WHEN I WAKE UP, I AM IN THE FRONT SEAT OF THE pickup, held upright by a very tight seat belt.
Juneau stares intently ahead as she drives, and the gold of the starburst in her right eye flashes in the desert sun. Her finger-length hair is dusted with dirt, and stands up on end. Reddish clay caked on her arms has dried into a crinkled pattern. Right now she would fit perfectly into the postapocalyptic world she believed existed until a few weeks ago. Like Mad Max’s extremely dirty sidekick.
I look down and see that I am shirtless, dressed only in my blood-spattered jeans and tennis shoes. I assume my shirt is too blood drenched to ever use again. I focus on my Converses and try to wiggle my feet. No go.
“Where are we?” I ask, and Juneau jumps. My voice sounds like gravel, and I clear my throat and ask again.
“We’ve been driving parallel to the Colorado River, and are about to cross over it into Arizona.”
We pass a sign that says NEEDLES FWY and then onto a bridge crossing high over a wide aqua-green river. “How did I get in the car?” I ask.
“I got the motorcycle ramp unstuck and used the winch to pull you in,” she says, keeping her eyes on the road.
I watch as she expertly handles a pickup truck after teaching herself to drive barely a week ago. “Is there anything you can’t do?” I ask, only halfway joking.
She considers. “There are plenty of things I’ve never done. Fly a plane. Speak Chinese. But nothing I can think of that I couldn’t either learn or find a way around.”
“Like lifting a hundred-seventy-five-pound man into the front seat of a truck,” I say.
“For example.” She glances over and smiles before focusing back on the road.
Just. Wow. This girl is so confident. Capable. Self-reliant. And generally kick-ass. I wonder what she could ever see in me. “Maybe, once I’m unparalyzed, I could impress you with my mad video game skills,” I offer.
She laughs. “You’ve got to be good at something besides that.”
“What,” I ask, “besides dazzling chicks with my keen wit and striking good looks?” And I give her the smile that I used to use to charm people, which now seems more than a little ridiculous. Juneau rolls her eyes and I laugh. “Okay . . . skills . . . I can lift one eyebrow, put my entire fist in my mouth, and say ‘cheers’ in twenty-three languages.”
Juneau looks over at me in disbelief and then bursts out laughing.
“Okay . . . if I have to toot my own horn, I used to be really good at lacrosse. In fact, I was the junior varsity captain.” I clarify: “That means head of the team.”

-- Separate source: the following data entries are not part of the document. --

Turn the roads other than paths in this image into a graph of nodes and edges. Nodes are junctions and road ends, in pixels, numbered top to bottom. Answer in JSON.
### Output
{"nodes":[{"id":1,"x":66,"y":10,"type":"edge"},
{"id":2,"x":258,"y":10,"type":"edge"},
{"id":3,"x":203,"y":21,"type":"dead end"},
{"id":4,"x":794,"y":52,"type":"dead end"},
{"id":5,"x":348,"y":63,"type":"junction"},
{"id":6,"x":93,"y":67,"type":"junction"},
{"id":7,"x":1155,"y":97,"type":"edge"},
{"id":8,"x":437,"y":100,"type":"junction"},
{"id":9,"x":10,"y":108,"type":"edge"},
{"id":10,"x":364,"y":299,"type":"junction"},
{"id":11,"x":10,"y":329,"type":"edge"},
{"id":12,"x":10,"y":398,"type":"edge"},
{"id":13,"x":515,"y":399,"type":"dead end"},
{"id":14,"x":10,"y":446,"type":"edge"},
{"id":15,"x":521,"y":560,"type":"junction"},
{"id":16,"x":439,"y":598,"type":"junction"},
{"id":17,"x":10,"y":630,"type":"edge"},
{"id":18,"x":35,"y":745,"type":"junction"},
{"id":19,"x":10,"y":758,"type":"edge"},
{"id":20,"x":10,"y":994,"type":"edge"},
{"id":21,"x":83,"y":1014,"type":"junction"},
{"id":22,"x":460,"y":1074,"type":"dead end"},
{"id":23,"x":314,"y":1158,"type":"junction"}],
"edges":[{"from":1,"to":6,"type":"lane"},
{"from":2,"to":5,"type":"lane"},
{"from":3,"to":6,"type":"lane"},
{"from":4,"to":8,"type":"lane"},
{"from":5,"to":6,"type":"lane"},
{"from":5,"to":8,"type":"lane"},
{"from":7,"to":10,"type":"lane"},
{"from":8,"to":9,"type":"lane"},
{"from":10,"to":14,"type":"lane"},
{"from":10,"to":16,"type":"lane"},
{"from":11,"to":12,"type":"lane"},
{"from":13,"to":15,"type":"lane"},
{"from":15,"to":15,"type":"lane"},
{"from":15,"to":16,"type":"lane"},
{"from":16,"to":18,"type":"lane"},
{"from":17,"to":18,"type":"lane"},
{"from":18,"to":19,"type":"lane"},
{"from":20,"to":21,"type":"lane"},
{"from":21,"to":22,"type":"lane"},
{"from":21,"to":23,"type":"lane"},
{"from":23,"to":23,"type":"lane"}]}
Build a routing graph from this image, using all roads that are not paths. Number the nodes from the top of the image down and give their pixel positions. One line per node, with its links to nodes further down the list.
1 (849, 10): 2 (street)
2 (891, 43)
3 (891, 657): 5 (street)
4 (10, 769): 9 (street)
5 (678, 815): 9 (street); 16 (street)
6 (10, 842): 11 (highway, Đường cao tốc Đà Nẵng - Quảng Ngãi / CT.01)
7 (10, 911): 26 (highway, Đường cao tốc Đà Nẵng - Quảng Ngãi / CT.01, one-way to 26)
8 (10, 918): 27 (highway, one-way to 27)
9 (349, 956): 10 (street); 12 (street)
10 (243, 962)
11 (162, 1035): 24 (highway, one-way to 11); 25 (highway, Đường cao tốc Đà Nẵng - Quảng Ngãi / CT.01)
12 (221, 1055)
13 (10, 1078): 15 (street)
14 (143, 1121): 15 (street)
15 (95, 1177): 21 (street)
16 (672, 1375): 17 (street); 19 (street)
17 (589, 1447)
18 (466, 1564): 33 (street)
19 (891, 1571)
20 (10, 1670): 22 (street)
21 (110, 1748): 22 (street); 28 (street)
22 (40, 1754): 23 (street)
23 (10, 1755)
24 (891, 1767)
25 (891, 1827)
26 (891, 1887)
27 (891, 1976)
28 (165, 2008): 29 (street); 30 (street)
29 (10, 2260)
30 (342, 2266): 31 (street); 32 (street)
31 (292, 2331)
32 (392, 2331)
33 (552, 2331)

“Lacrosse was in the EB,” she says, and digs into her literally encyclopedic memory. “Competitive sport, modern version of the North American Indian game of baggataway, in which two teams of players use long-handled, racket-like implements (crosses) to catch, carry, or throw a ball down the field or into the opponents’ goal.”
“Do you have a photographic memory?” I can’t help but ask.
“No. As I said, we didn’t have much to read,” she responds. “And the Encyclopaedia Britannica was our only window on the world.”
She glances down to check the atlas sitting open on the seat between us. Clicking on the turn signal, she pulls off the bridge and into a picnic area on the edge of the river. A couple of cars are parked nearby, and out in the water a speedboat pulls some shouting kids on an inner tube.
Juneau rolls down the windows, cuts the motor, and turns toward me.
“You played lacrosse. So you must have good reflexes. And if you were captain you must have leadership skills.”
“The operative word here is ‘were.’ I kind of lost the taste for lacrosse when Mom’s mental health started getting patchy. Kind of lost the taste for everything else, too.”
I turn away from the pity in Juneau’s eyes and lean my head back against the seat. I remember the abyss that opened up inside me after Mom left. The things I enjoyed before—my interests, my passions, everything else that I loved—were sucked right down into it. It was easier to feel nothing. The only activities that interested me were the ones that helped me forget the pain. Temporarily, of course. It always came back with a vengeance.
I wonder where the pain is now, and poke around inside myself like I’m hunting out a bruise. It’s still there, but it seems smaller. More manageable. I wonder if that’s because of Juneau. Or because, for once, I feel like I have a purpose. Or maybe it has something to do with the dream.
“What are you thinking of?” Juneau asks.
I start to say something funny—comedy being my favorite defense mechanism—but decide I don’t need to do that with her. Not anymore. “I’m remembering . . . thinking about Mom. What it was like when she was sick, and then when she left,” I respond truthfully.
“Want to talk about it?” she offers.